Der Glasmeister versuchte zu lachen, was sich anhörte, als würde er an einer Feldmaus ersticken.

»Um was geht es Ihnen, also … warum, also was ist der Grund … Ihres, ähm, Besuches?« Unsicher fixierte er Thariel.

»Das da!« Thariel deutete mit dem Finger zur Regenwolke, die weiterhin zuverlässig tat, was eine Regenwolke eben tut.

»Nun, also, also, nun, das … ist eine Verfluchung.«

Der Glasmeister fuhr mit den Händen immer wieder über seine graue Robe. Einige Momente blieb es still.

»Warum?«

Erschrocken weiteten sich die Augen des Glasmeisters. Er fuhr sich hektisch über die Glatze und nahm die Brille ab, die ihm sofort aus den Fingern glitt und auf den Boden fiel. Er versuchte nicht einmal, ihren Sturz zu verhindern und blieb wie festgefroren sitzen. Als er Thariel kurz in die Augen sahen, merkte sein Gast, dass sogar diese grau waren.

»Warum ... es gibt, das ist so, also es gibt nur einen, ähm, Grund dafür. Thromokosch hat Sie, Thariel, also, genau genommen … verflucht.«

»Warum?«

Der Glasmeister hob nun doch die Brille auf und dachte kurz nach. »Das weiß ich, ähm ... muss ich zugeben, nicht wirklich ... Thromokosch hat seine, also, Gründe und ich trage seine Urteile nur ... in die Scherben der Einen Glaskugel16, ähm, in Scherben der Einen Glaskugel ein.«

»Können Sie das in meiner Scherbe überprüfen, das wäre nett. Ich bin den ganzen weiten Weg aus dem Sumpfdorf gekommen, um eine Antwort zu bekommen.«

Den Glasmeister sackte in seinem Sitz langsam zusammen.
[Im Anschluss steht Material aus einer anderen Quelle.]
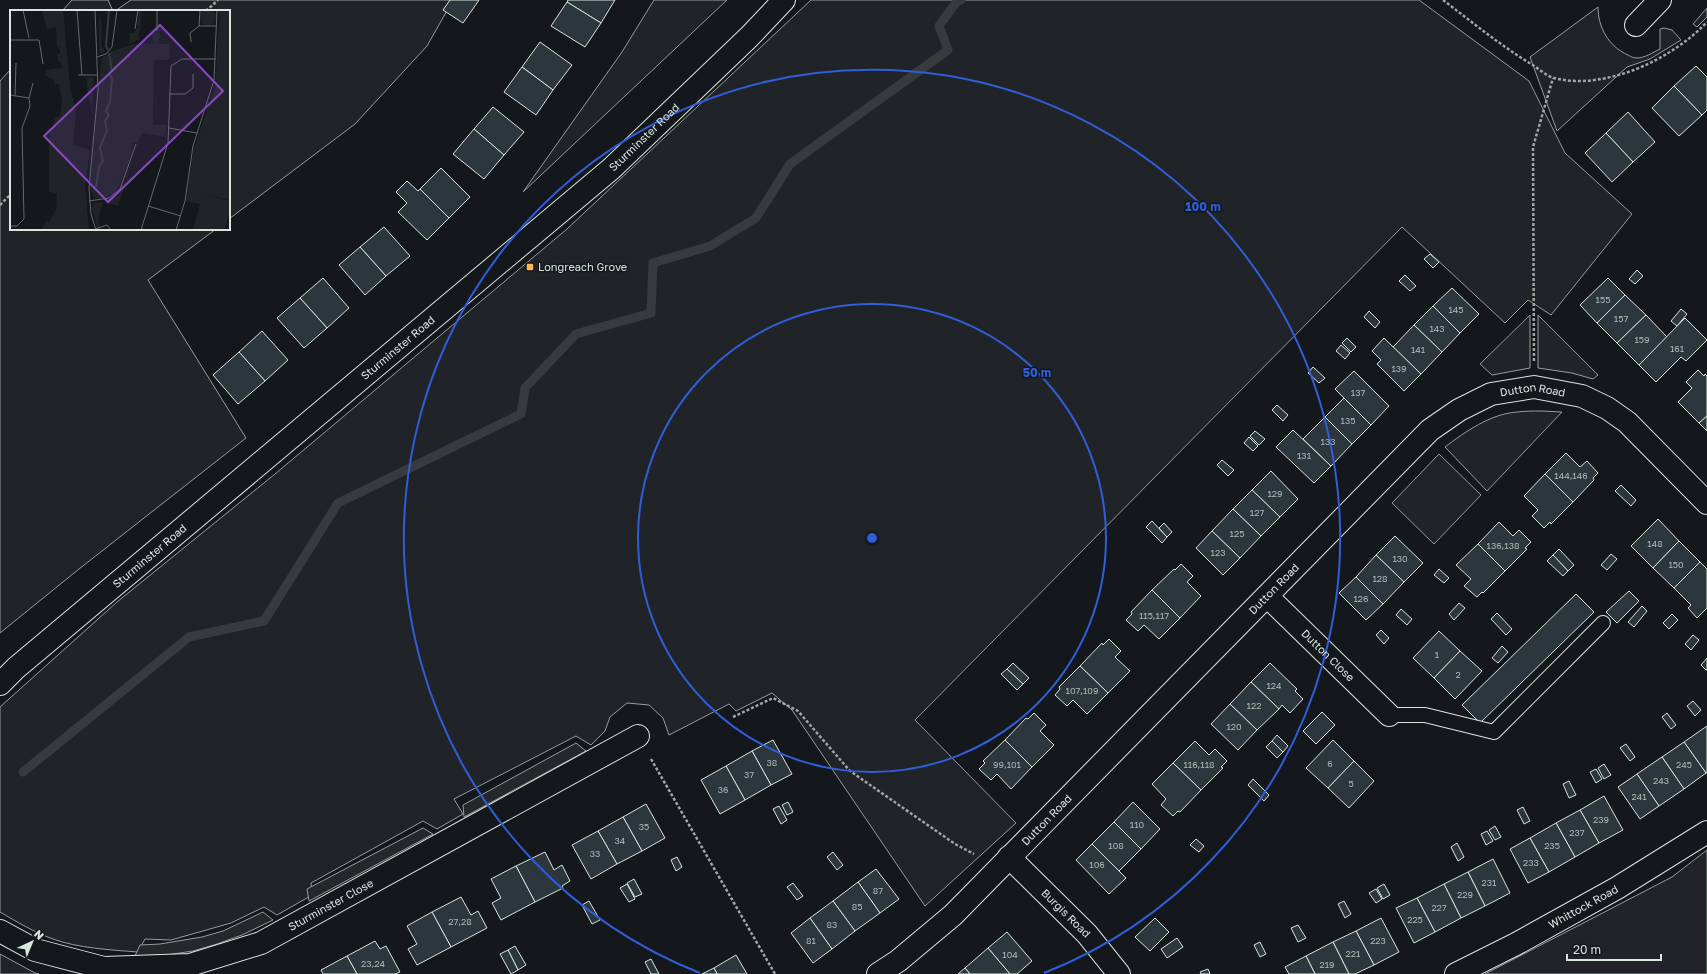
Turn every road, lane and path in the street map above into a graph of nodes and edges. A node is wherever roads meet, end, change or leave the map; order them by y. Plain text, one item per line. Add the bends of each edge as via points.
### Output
1 (218, 0) edge
2 (784, 0) edge
3 (1443, 0) edge
4 (1660, 0) edge
5 (207, 10) edge
6 (1707, 22) edge
7 (1636, 25) dead end
8 (1553, 78) junction
9 (10, 195) edge
10 (0, 205) edge
11 (1534, 387) junction
12 (1707, 503) edge
13 (1267, 596) junction
14 (1603, 623) dead end
15 (0, 684) edge
16 (1389, 715) joint
17 (733, 717) dead end
18 (638, 736) dead end
19 (658, 771) dead end
20 (1707, 832) edge
21 (1004, 862) junction
22 (0, 932) edge
23 (775, 974) edge
24 (878, 974) edge
25 (1119, 974) edge
26 (1456, 974) edge

1 - 5 path
2 - 15 street, Sturminster Road via 749,38 611,169
3 - 8 path via 1505,48
4 - 7 street
6 - 8 path via 1671,52 1622,75 1582,81
8 - 11 path via 1533,147
9 - 10 path
11 - 12 street, Dutton Road via 1582,396 1607,408 1627,422
11 - 13 street, Dutton Road via 1491,394 1459,410 1430,430
13 - 16 street, Dutton Close
13 - 21 street, Dutton Road
14 - 16 lane via 1494,732 1425,715
17 - 21 path via 773,698 798,711 850,771 955,844
18 - 22 street, Sturminster Close via 261,943 197,963 104,968 35,950
19 - 23 path
20 - 26 street, Whittock Road via 1617,888
21 - 24 street, Dutton Road via 953,915 898,961
21 - 25 street, Burgis Road via 1087,934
»Versuchen kann ... ich ... es.«

Müde richtete er sich auf und lief langsam zu einer der grauen Wände. Von dort schob er eine ebenfalls graue Leiter heran und stellte sie an eine der beiden schmalen Säulen. Er kletterte vorsichtig hinauf, Sprosse um Sprosse, während er »Thariel ... Sumpfdorf ... ähm ... Fluch ... « und »äh ... da« vor sich hinmurmelte, bevor er zu einer bestimmten Scherbe hinaufblickte.17

»Weit oben ... also ein Glasmeister ... ähm ... sollte eigentlich Flügel haben ... um da hin zu ... ähm ... fliegen ... Ein ... ähm ... Glasvogel.«

Wieder lachte er, aber etwas lauter. Diesmal klang es, als würde ihn jemand erwürgen.
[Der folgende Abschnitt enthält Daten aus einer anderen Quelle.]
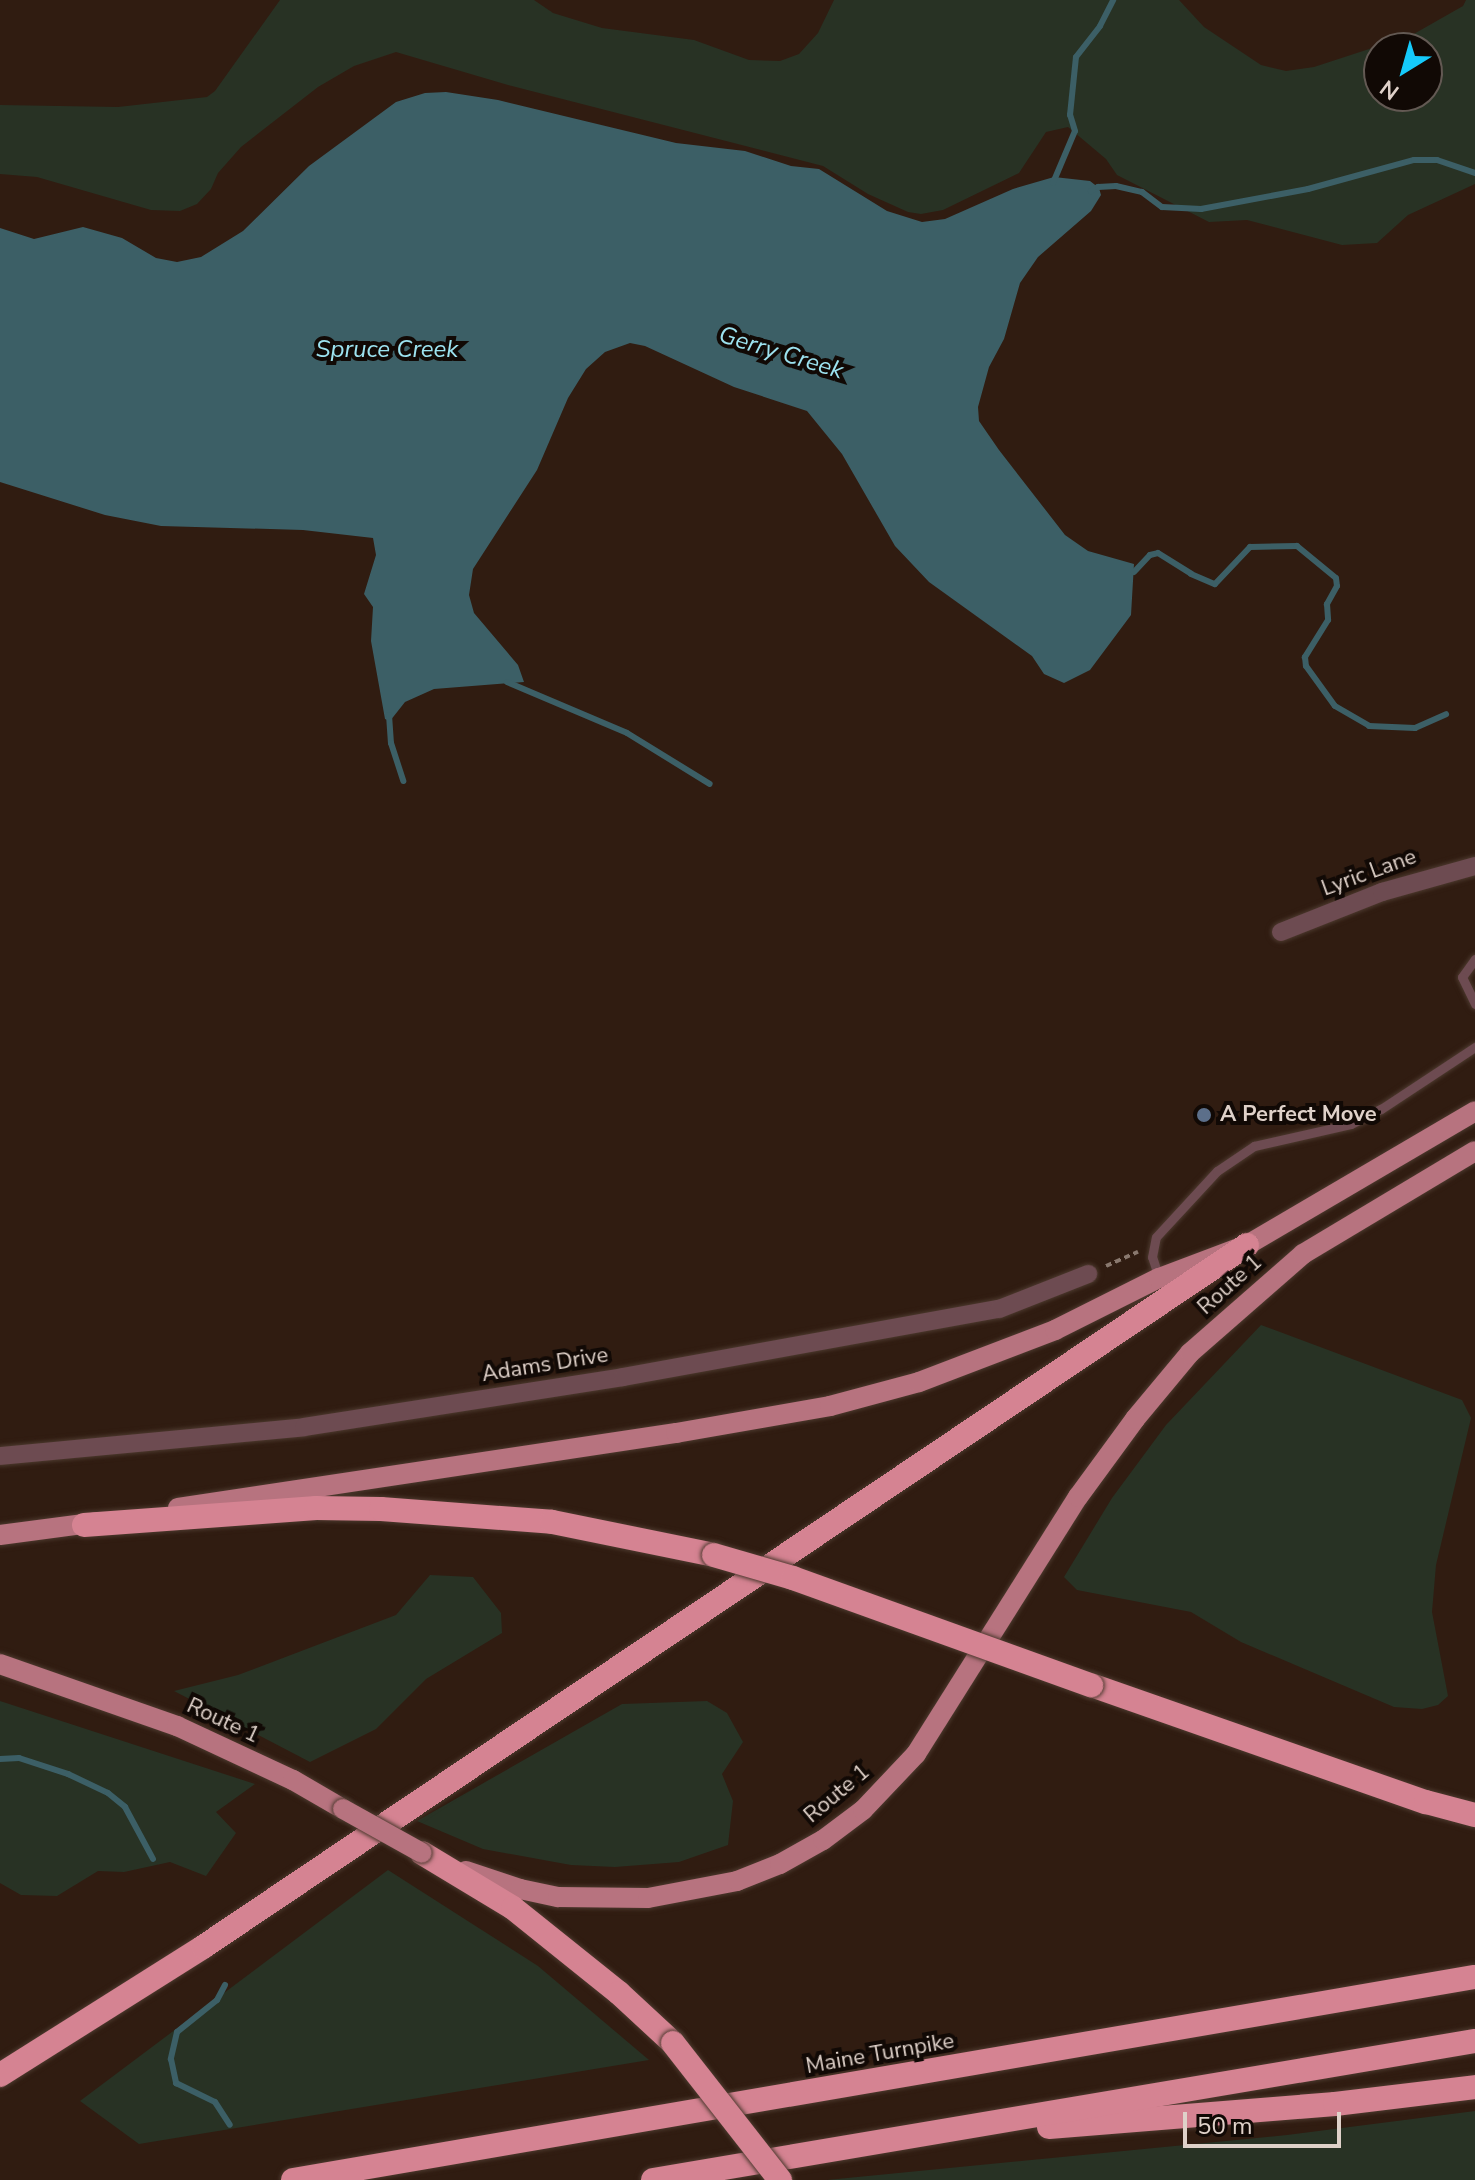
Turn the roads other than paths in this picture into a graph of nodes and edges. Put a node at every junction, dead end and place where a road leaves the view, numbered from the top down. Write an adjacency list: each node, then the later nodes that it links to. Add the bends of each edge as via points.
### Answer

Irgendwann verschwand er endgültig in der Dunkelheit, die die Decke des Zimmers verbarg. Thariel wunderte sich, warum ausgerechnet eine so sensible und unsichere Gestalt von Thromokosch eine so wichtige Aufgabe anvertraut bekam. Andererseits musste der Glasmeister vor allem sorgfältig und ohne Murren die Aufgaben erfüllen, die Thromokosch ihm mitteilte. Und offenbar konnte er das. Nach einer halben Ewigkeit hörte Thariel ihn wieder die Leiter hinuntersteigen. Unter seinem linken Arm glitzerte etwas. Thariels Herz pochte stark. Das war seine Scherbe, sein Leben.